The team at Pixel Press has just surpassed its $40,000 goal on Kickstarter with 16 days to go for its upcoming Bloxels set, which encourages users to build their own games from physical blocks.
Primarily targeted at children between the ages of eight and 12, users can create the layout of a level on the game board using different coloured blocks representing loot, keys, doors and enemies, and then capture it on camera. The level can then be customised in the app, tested, and made ready to play on an iOS, Android and Kindle tablet or smartphone.
It’s a concept born out of the most basic level of game design. Pixel Press chief technology officer Rob Bennett says as children, members of the team would often draw out levels for games when they weren’t playing them, at a time when designing and programming them was almost completely out of reach.
“We realised there was a need to allow these ideas to come to life,” he says.
“We learned a lot through the process of creating Floors and Adventure Time Game Wizard, the games that brought the Pixel Press tech to fruition. Being able to draw their own levels was successful, but we wanted to make game design and creation as accessible as possible. Bloxels was the next logical step in our journey, using coloured building blocks to design levels, create worlds and share experiences.”
The technology works by using a camera to detect the game board, while the software creates a grid to overlay, detecting each interval and coloured block in the grid space. Once these are determined, the information is fed into the game engine, built on Unity, that powers Bloxels. Despite initially being used for top-down dungeon crawler type games – Pixel Press is itself working on a free game called B.R.A.V.E Squad – the board and colour recognition data format is undefined, allowing for further game types to be developed in future.
“We have plans for lots of other types of games after the initial release,” says Bennett. “We have experimented internally with FPS, Third Person 3D adventure, 2D maze, side-scrollers and even a music loop generator.”
Bennett and Pixel Press hope this project will bring video game creation to the masses, while making it and fun and collaborative process along the way. He says that introducing the idea to children that their creations can come to life in the digital world is extremely rewarding to see.

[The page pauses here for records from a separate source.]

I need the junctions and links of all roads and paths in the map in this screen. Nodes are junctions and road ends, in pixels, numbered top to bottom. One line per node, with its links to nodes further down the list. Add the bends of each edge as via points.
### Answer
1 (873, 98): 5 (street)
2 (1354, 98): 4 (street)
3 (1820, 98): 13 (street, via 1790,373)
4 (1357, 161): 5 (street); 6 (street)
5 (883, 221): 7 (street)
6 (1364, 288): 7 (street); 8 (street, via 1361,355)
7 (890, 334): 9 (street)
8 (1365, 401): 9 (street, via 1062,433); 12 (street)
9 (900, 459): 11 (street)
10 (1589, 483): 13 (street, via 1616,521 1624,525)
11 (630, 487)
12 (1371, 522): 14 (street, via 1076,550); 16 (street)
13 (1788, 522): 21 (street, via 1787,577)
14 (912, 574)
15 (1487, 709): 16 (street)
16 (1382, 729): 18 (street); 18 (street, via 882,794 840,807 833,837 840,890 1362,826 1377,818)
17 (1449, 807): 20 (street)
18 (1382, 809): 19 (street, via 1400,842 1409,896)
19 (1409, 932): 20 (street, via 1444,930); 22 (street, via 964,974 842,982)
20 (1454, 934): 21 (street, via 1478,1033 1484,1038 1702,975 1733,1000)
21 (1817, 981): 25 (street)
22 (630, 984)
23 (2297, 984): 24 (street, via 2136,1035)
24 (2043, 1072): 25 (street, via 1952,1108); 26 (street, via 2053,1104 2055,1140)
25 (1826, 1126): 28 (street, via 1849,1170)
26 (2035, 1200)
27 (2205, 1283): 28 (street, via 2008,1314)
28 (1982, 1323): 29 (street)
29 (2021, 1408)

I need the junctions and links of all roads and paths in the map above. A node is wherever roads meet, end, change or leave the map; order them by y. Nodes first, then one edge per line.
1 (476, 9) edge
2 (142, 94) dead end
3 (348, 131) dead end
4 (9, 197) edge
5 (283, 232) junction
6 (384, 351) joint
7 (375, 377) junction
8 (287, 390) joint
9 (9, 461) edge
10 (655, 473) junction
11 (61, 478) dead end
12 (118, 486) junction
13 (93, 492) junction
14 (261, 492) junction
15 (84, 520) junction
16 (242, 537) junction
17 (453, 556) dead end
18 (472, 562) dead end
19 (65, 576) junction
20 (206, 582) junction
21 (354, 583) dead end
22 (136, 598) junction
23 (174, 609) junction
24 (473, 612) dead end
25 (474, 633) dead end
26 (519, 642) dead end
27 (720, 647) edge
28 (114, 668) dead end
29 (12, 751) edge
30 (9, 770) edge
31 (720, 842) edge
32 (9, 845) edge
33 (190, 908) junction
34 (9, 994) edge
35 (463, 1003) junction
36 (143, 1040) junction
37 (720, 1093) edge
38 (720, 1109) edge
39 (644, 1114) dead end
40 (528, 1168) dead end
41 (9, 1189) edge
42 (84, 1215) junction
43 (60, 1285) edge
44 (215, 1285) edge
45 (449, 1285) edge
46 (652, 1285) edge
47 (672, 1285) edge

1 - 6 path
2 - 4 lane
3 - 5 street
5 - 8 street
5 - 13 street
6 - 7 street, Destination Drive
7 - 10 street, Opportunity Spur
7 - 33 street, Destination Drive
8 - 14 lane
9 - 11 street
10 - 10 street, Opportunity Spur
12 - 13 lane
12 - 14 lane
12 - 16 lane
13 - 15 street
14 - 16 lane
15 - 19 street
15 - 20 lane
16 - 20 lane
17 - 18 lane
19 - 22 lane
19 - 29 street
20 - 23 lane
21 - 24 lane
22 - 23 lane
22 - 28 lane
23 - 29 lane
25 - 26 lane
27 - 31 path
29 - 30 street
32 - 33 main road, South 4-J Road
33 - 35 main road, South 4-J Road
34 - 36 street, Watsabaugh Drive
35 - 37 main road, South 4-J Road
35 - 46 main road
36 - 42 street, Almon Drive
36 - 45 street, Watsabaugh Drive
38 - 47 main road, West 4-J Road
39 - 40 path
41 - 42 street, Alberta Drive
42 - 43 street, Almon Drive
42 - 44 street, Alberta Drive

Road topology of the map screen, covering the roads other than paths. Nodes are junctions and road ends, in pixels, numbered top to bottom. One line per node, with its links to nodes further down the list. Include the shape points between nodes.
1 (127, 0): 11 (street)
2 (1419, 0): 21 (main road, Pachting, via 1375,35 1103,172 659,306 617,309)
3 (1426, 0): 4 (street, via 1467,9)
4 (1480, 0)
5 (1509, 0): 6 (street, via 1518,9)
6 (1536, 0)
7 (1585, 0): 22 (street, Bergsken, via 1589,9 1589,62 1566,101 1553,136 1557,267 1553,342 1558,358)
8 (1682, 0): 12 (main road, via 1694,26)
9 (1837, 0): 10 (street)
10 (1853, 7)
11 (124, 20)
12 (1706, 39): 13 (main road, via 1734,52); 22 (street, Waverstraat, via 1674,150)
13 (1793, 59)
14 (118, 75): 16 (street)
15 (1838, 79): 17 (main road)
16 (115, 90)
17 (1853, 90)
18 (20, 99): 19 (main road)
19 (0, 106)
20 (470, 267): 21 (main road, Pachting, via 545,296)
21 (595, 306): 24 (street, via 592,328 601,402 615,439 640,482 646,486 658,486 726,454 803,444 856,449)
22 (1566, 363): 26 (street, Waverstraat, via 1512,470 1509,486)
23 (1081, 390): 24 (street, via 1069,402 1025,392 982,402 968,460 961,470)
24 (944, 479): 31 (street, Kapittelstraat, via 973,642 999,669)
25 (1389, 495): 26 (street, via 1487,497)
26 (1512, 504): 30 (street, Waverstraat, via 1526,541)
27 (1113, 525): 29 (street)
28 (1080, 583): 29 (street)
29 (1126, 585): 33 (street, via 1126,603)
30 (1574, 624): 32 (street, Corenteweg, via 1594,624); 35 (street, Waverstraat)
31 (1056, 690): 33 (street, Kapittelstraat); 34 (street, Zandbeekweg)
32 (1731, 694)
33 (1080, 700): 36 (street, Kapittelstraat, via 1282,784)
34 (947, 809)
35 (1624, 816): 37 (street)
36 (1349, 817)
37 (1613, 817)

As a small introduction to simple game and level design for children, it’s an interesting concept at an educational level.
“There are amazing products coming out that are encouraging development and programming at a young age. Bloxels is very much a part of those,” says Bennett. “The links between STEM and Design Thinking process implications that Bloxels has had among kids is compelling to watch.
“The abstract concept of using colours and blocks to design a digital worlds has already been seen among many kids that we’ve had the pleasure of working with throughout the development of the product. Robin, Bloxels’ co-founder even sat down with his two-year old and spent some time exploring the board. I have spent time with pre-schoolers and my own five-year old son, watching them literally get to grips with the process of level design with the board is really interesting.”